◆ **Exercise brief**
Read the records below. Copy each line where the string "Gary" occurs.

◆ **The records**
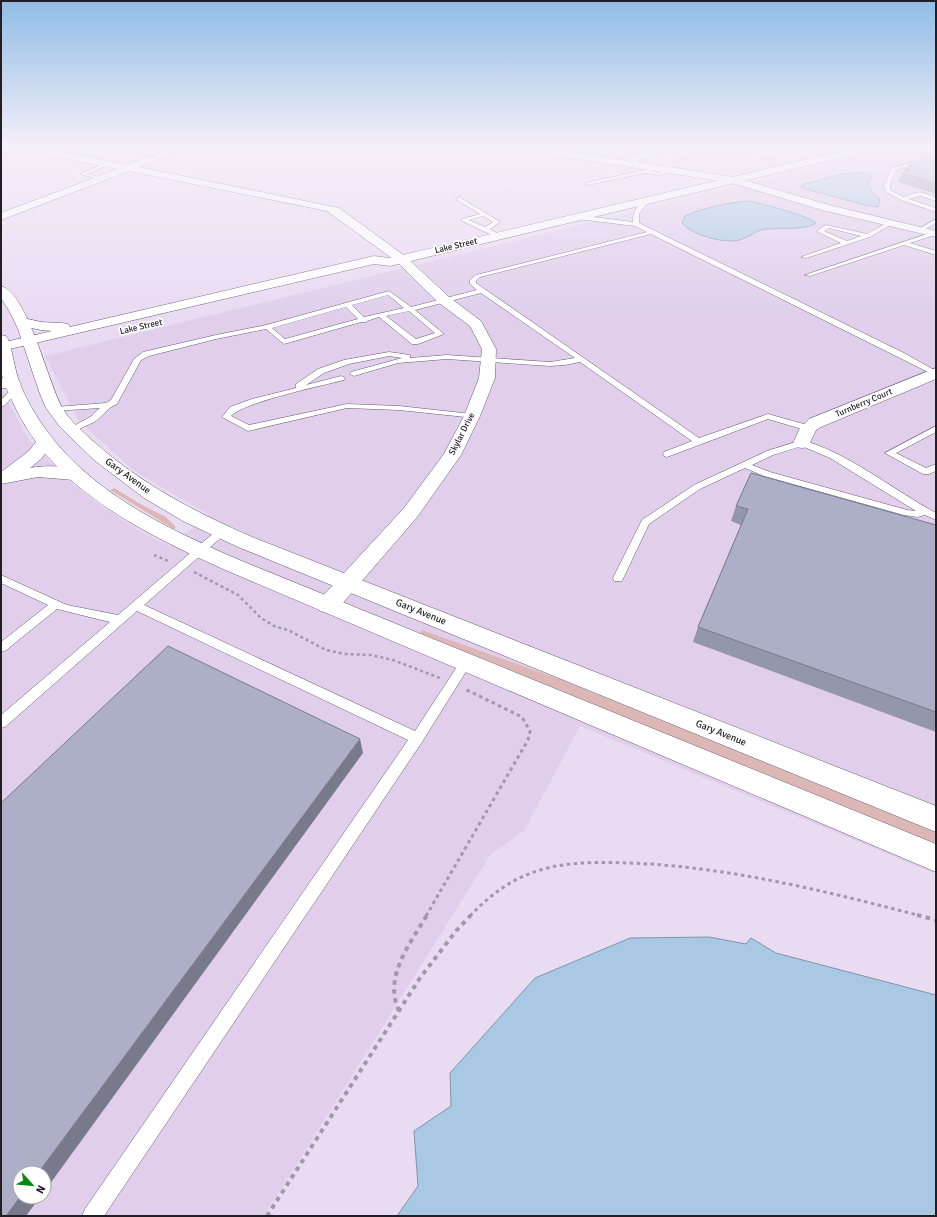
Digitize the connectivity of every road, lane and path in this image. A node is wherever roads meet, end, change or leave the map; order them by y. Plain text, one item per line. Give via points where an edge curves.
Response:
1 (36, 204) edge
2 (309, 204) edge
3 (467, 204) edge
4 (634, 204) edge
5 (643, 204) edge
6 (812, 204) edge
7 (917, 204) edge
8 (936, 210) edge
9 (485, 214) junction
10 (1, 217) edge
11 (578, 217) junction
12 (936, 221) edge
13 (890, 223) junction
14 (636, 224) junction
15 (486, 229) junction
16 (920, 230) junction
17 (652, 232) junction
18 (935, 234) edge
19 (498, 236) junction
20 (868, 236) junction
21 (847, 243) junction
22 (904, 244) junction
23 (936, 253) edge
24 (804, 257) dead end
25 (396, 261) junction
26 (808, 275) dead end
27 (1, 290) edge
28 (483, 290) junction
29 (444, 300) junction
30 (348, 304) junction
31 (410, 309) junction
32 (380, 315) junction
33 (121, 320) junction
34 (364, 320) junction
35 (22, 322) junction
36 (267, 327) junction
37 (30, 347) junction
38 (3, 350) edge
39 (418, 359) junction
40 (488, 360) junction
41 (582, 360) junction
42 (936, 373) edge
43 (354, 374) dead end
44 (341, 378) dead end
45 (10, 386) edge
46 (294, 390) junction
47 (1, 404) edge
48 (108, 405) junction
49 (55, 409) junction
50 (472, 416) junction
51 (808, 428) junction
52 (72, 429) junction
53 (936, 429) edge
54 (698, 441) junction
55 (44, 443) junction
56 (802, 443) junction
57 (667, 454) dead end
58 (745, 465) junction
59 (936, 467) edge
60 (74, 474) junction
61 (5, 477) edge
62 (919, 508) junction
63 (936, 517) edge
64 (221, 532) junction
65 (200, 551) junction
66 (207, 578) dead end
67 (618, 578) dead end
68 (1, 579) edge
69 (349, 583) junction
70 (56, 604) junction
71 (328, 605) junction
72 (136, 606) junction
73 (120, 620) junction
74 (1, 648) edge
75 (466, 662) junction
76 (429, 674) dead end
77 (473, 692) dead end
78 (1, 723) edge
79 (417, 738) junction
80 (936, 819) edge
81 (936, 858) edge
82 (936, 920) edge
83 (398, 1011) junction
84 (92, 1216) edge
85 (267, 1216) edge

1 - 10 main road
2 - 25 main road, Skylar Drive via 335,210
3 - 9 lane
4 - 11 main road, Lake Street
5 - 14 lane via 635,213
6 - 13 main road
7 - 8 lane
9 - 15 lane via 497,222
9 - 15 lane via 464,220
11 - 14 lane
11 - 19 main road, Lake Street
12 - 16 lane
13 - 16 main road
13 - 20 lane
14 - 17 lane
15 - 19 lane
16 - 18 main road
17 - 28 lane via 478,276 473,280 473,284
17 - 42 lane
18 - 22 lane
19 - 25 main road, Lake Street
20 - 21 lane
20 - 21 lane via 828,226 820,231
21 - 24 lane
22 - 23 lane
22 - 26 lane
25 - 29 main road, Skylar Drive
25 - 33 main road, Lake Street via 374,260
25 - 37 main road, Lake Street via 382,269
27 - 35 main road, Gary Avenue
28 - 29 lane
28 - 41 lane
29 - 31 lane
29 - 40 main road, Skylar Drive via 476,324 489,349
30 - 31 lane via 389,293
30 - 34 lane
30 - 36 lane via 330,312
31 - 32 lane
31 - 32 lane via 440,334 415,342
32 - 34 lane
33 - 35 main road via 62,327
33 - 37 main road, Lake Street
34 - 36 lane via 315,331 284,342
35 - 37 main road, Gary Avenue
36 - 48 lane via 216,336 146,354 138,359 114,402
37 - 38 main road, Lake Street
37 - 49 main road, Gary Avenue
38 - 45 main road
39 - 40 lane via 447,357
39 - 43 lane via 397,361
39 - 46 lane via 389,354 346,362 321,371
40 - 41 lane via 550,364
40 - 50 main road, Skylar Drive via 487,378
41 - 54 lane
42 - 51 main road, Turnberry Court
44 - 46 lane
45 - 47 lane
45 - 55 main road
46 - 50 lane via 233,409 226,417 248,428 347,406 399,408
48 - 49 lane
48 - 52 lane via 93,419
49 - 52 main road, Gary Avenue
50 - 69 main road, Skylar Drive via 452,455 411,512
51 - 54 lane via 768,416
51 - 56 main road
52 - 64 main road, Gary Avenue via 123,474 172,507
53 - 59 lane via 889,453 926,472
54 - 57 lane
55 - 60 main road
55 - 61 main road via 35,455
56 - 58 lane via 770,453
56 - 62 lane via 833,456
58 - 62 lane via 767,474 907,513 923,513
58 - 67 lane via 697,487 645,522
60 - 61 main road via 38,472
60 - 65 main road via 142,522
62 - 63 lane
64 - 65 lane
64 - 69 main road, Gary Avenue
65 - 71 main road
65 - 72 lane
66 - 76 path via 238,595 261,618 274,626 288,630 326,650 393,660
68 - 70 lane
69 - 71 main road, Skylar Drive
69 - 80 main road, Gary Avenue
70 - 73 lane
70 - 74 lane
71 - 75 main road
72 - 73 lane
72 - 79 lane
73 - 78 lane
75 - 79 lane
75 - 81 main road
77 - 83 path via 522,717 530,731 524,746 398,965 393,1001
79 - 84 lane
82 - 83 path via 783,881 699,867 641,863 566,864 519,878 478,907 442,949
83 - 85 path

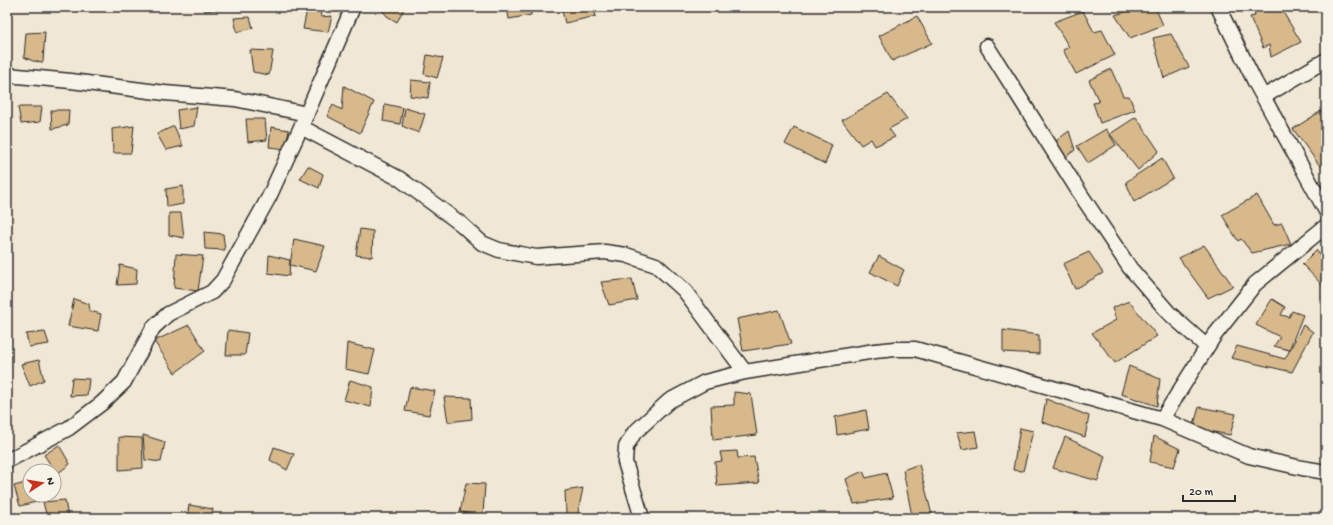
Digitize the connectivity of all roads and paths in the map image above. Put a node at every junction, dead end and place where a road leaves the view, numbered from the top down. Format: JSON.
{"nodes":[{"id":1,"x":353,"y":7,"type":"edge"},
{"id":2,"x":1218,"y":7,"type":"edge"},
{"id":3,"x":987,"y":46,"type":"dead end"},
{"id":4,"x":1326,"y":60,"type":"edge"},
{"id":5,"x":7,"y":75,"type":"edge"},
{"id":6,"x":1263,"y":97,"type":"junction"},
{"id":7,"x":306,"y":114,"type":"junction"},
{"id":8,"x":301,"y":127,"type":"junction"},
{"id":9,"x":1326,"y":211,"type":"edge"},
{"id":10,"x":1326,"y":226,"type":"edge"},
{"id":11,"x":1207,"y":347,"type":"junction"},
{"id":12,"x":745,"y":372,"type":"junction"},
{"id":13,"x":1162,"y":419,"type":"junction"},
{"id":14,"x":7,"y":461,"type":"edge"},
{"id":15,"x":1326,"y":472,"type":"edge"},
{"id":16,"x":642,"y":518,"type":"edge"}],
"edges":[{"from":1,"to":7,"type":"street"},
{"from":2,"to":6,"type":"street"},
{"from":3,"to":11,"type":"street"},
{"from":4,"to":6,"type":"street"},
{"from":5,"to":7,"type":"street"},
{"from":6,"to":9,"type":"street"},
{"from":7,"to":8,"type":"street"},
{"from":8,"to":12,"type":"street"},
{"from":8,"to":14,"type":"street"},
{"from":10,"to":11,"type":"street"},
{"from":11,"to":13,"type":"street"},
{"from":12,"to":13,"type":"street"},
{"from":12,"to":16,"type":"street"},
{"from":13,"to":15,"type":"street"}]}
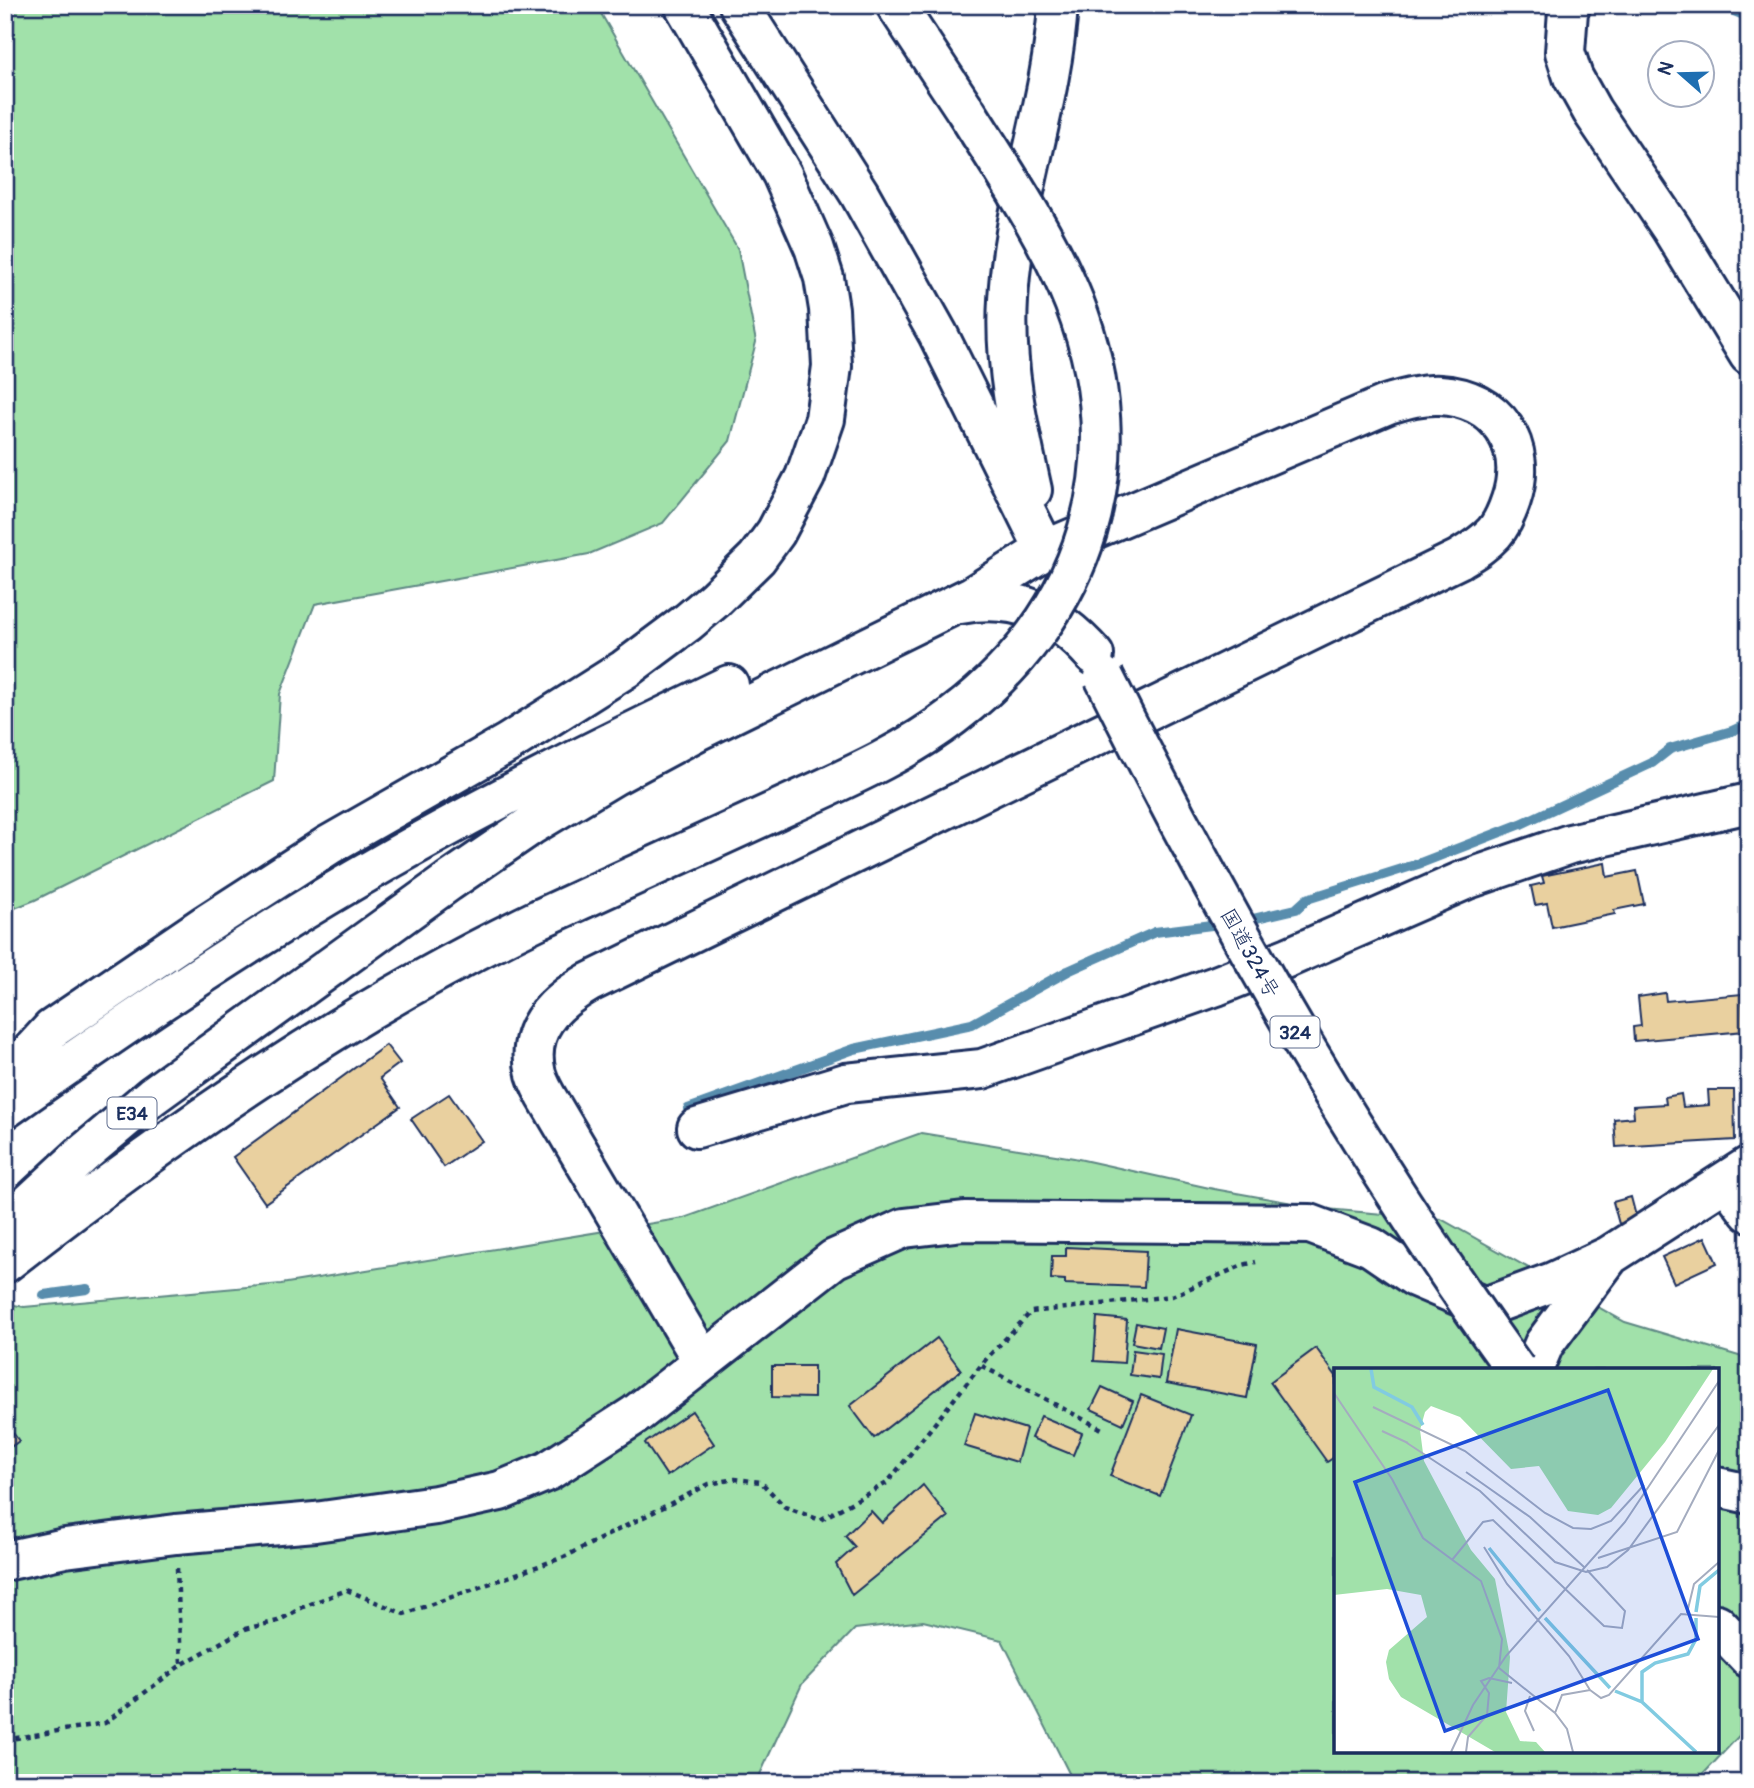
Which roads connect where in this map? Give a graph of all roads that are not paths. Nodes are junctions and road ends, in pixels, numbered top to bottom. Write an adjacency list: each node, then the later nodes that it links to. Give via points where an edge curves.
1 (684, 5): 11 (main road, via 782,174 824,278 832,337 830,392 816,448 776,532 737,579 625,669 205,925 52,1029)
2 (739, 5): 7 (main road, via 859,193 938,334)
3 (895, 5): 18 (main road, E34, bridge, via 1019,196 1060,270 1096,381 1101,435 1096,492 1081,550 1040,629 1003,675 923,737 469,952 401,989 277,1065)
4 (1058, 5): 7 (main road, via 1051,73 1012,258 1006,335 1016,422)
5 (1566, 7): 6 (main road, via 1565,52 1573,77)
6 (1749, 355)
7 (1045, 550): 8 (main road); 9 (main road, 国道324号 / 324); 12 (main road, via 965,571 548,772 354,880); 19 (main road, via 1416,396 1462,398 1479,405 1495,416 1514,449 1514,492 1507,513 1478,548 588,983 551,1009 535,1042 537,1076)
8 (954, 605): 9 (main road, via 980,600 1021,604 1076,635); 16 (main road, E34, via 697,731 530,826 152,1096)
9 (1099, 666): 20 (main road, 国道324号 / 324, bridge, via 1211,883 1338,1104)
10 (1749, 803): 13 (main road, via 1570,844 1465,880 1216,986 982,1069 846,1083)
11 (5, 1080)
12 (5, 1109)
13 (696, 1128)
14 (1738, 1174): 15 (main road); 17 (main road)
15 (1749, 1212)
16 (5, 1226)
17 (1609, 1256): 19 (main road, via 1485,1307 1415,1277 1371,1247 1310,1224 964,1221 904,1228 834,1259); 21 (main road, via 1544,1344)
18 (5, 1263)
19 (702, 1360): 24 (main road, via 635,1415 548,1471 500,1491 436,1505 65,1548)
20 (1515, 1368)
21 (1534, 1368)
22 (1719, 1487): 23 (main road)
23 (1749, 1494)
24 (5, 1561)
25 (1719, 1626): 26 (main road)
26 (1749, 1658)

◆ **Response to the exercise**
27 - 35 main road, Gary Avenue
35 - 37 main road, Gary Avenue
37 - 49 main road, Gary Avenue
49 - 52 main road, Gary Avenue
52 - 64 main road, Gary Avenue via 123,474 172,507
64 - 69 main road, Gary Avenue
69 - 80 main road, Gary Avenue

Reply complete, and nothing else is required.